Keywords: Spatial Data Quality, Integrity Constraints, Repository.
The work presented here contributes both to providing information on data quality and reducing errors. Through the use of an active repository, rules concerning "allowed" relationships between pairs of spatial objects can be stored and imposed at data entry. The means by which the repository imposes these rules is through integrity constraints. A full discussion of integrity constraints as they apply to SIS is given in (Cockcroft 1997). Data quality information concerning the resulting dataset's lineage and age can also, to some extent, be automatically gathered reducing the overhead of data entry to those setting up Geographic databases. This paper presents the results of a system development project concerned with improving SIS data quality. A repository has been developed which stores object and attribute details but also the business rules which apply to them. Data quality reports conforming to the FGDC (FGDC 1994) standards for metadata can be produced from the repository, along with error reporting (See Figure 1). In this paper section 2 describes data quality issues in the current research and outlines the areas that this research seeks to address. Section 3 gives a discussion of metadata and introduces some of the emerging standards. In section 4 the reporting facility of the integrated software engineering environment developed here is discussed, and how the quality reports produced from the repository support metadata standards is described.

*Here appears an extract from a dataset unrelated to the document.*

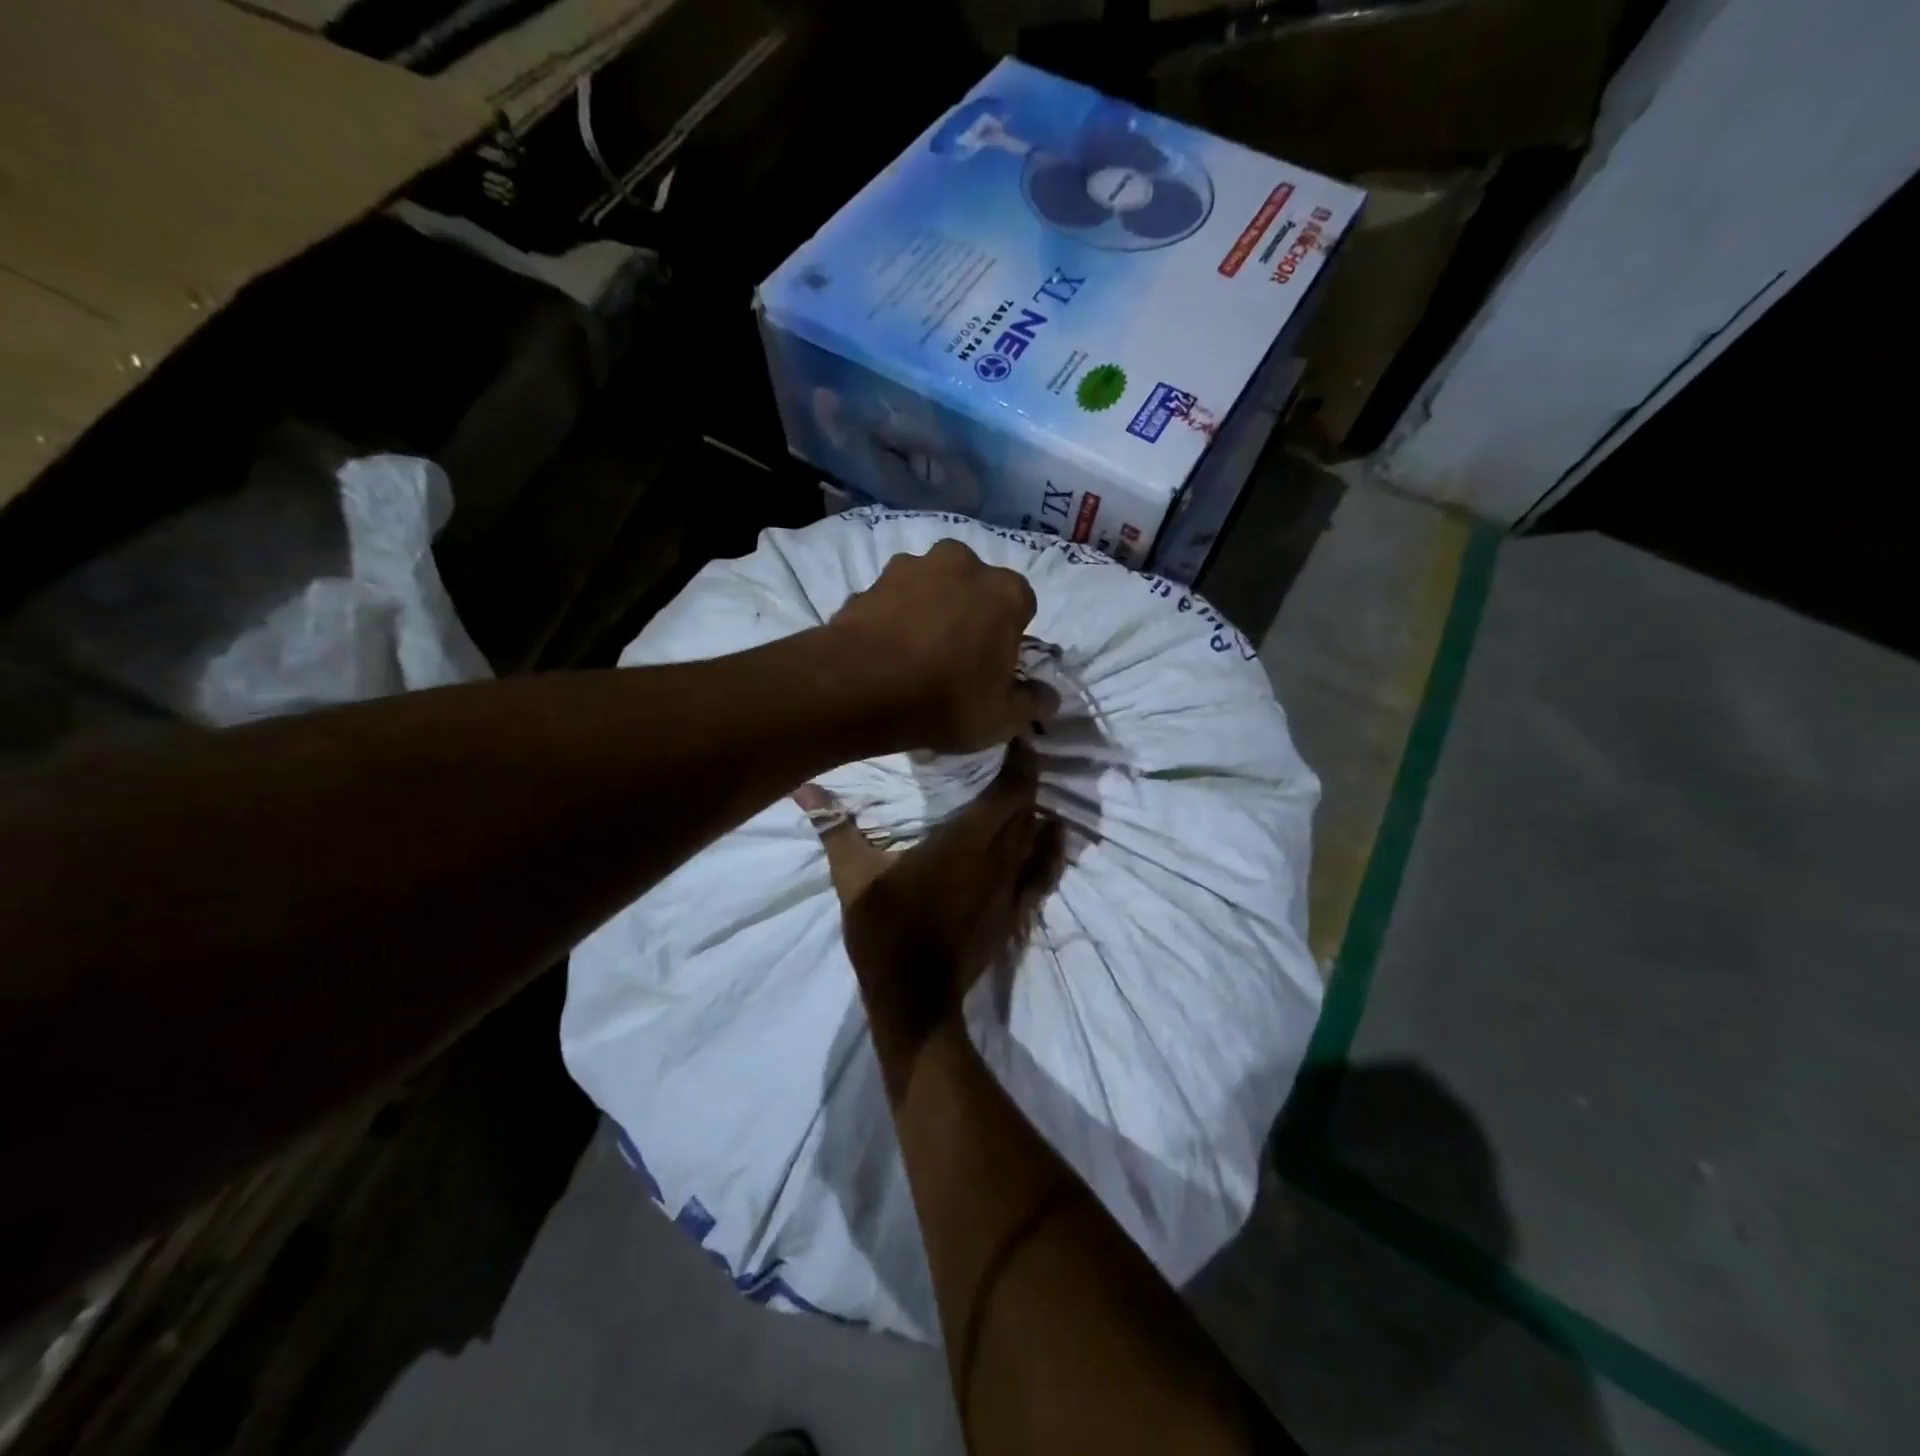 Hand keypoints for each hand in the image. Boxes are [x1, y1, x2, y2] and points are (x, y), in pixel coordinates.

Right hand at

Figure 1 Integrated Spatial Software Engineering Environment
Correctness concerns the completeness of, and the consistency between, the data and the original source about which the data are collected. Consistency in spatial data is given a thorough treatment in (Laurini and Milleret-Raffort 1991).
Hunter (Hunter 1996) highlighted some more general quality issues. They include protecting the reputation of the data provider, minimising the exposure to risk of litigation and reducing the likelihood of product misuse through quality reporting. On the last point Hunter coined the phrase 'there is really no such thing as bad data just inappropriate data' (Hunter 1996: page 96). The example given was that of a data set with inaccurate road centre line data. For a utility manager who wanted to exactly pinpoint the location of water mains this would be a severe error. For a marketing manager wanting to identify target addresses along the road in question, however, this would be insignificant. It is now becoming more common for data suppliers to provide their clients with metadata, that is data about data, on quality, lineage and age. A further discussion of this will be given in section 3.
"Funds for developing digital natural resource data bases are often meagre, and/or hard to justify. Corners are cut; little attention is paid to quality. It may be shocking to some, but themes are often digitised directly on unrectified aerial photographs, or ragged and creased paper map sheets that noone has any idea of how they were produced or where they came from [sic]. I wish I could say this situation was the exception, but it is closer to the rule"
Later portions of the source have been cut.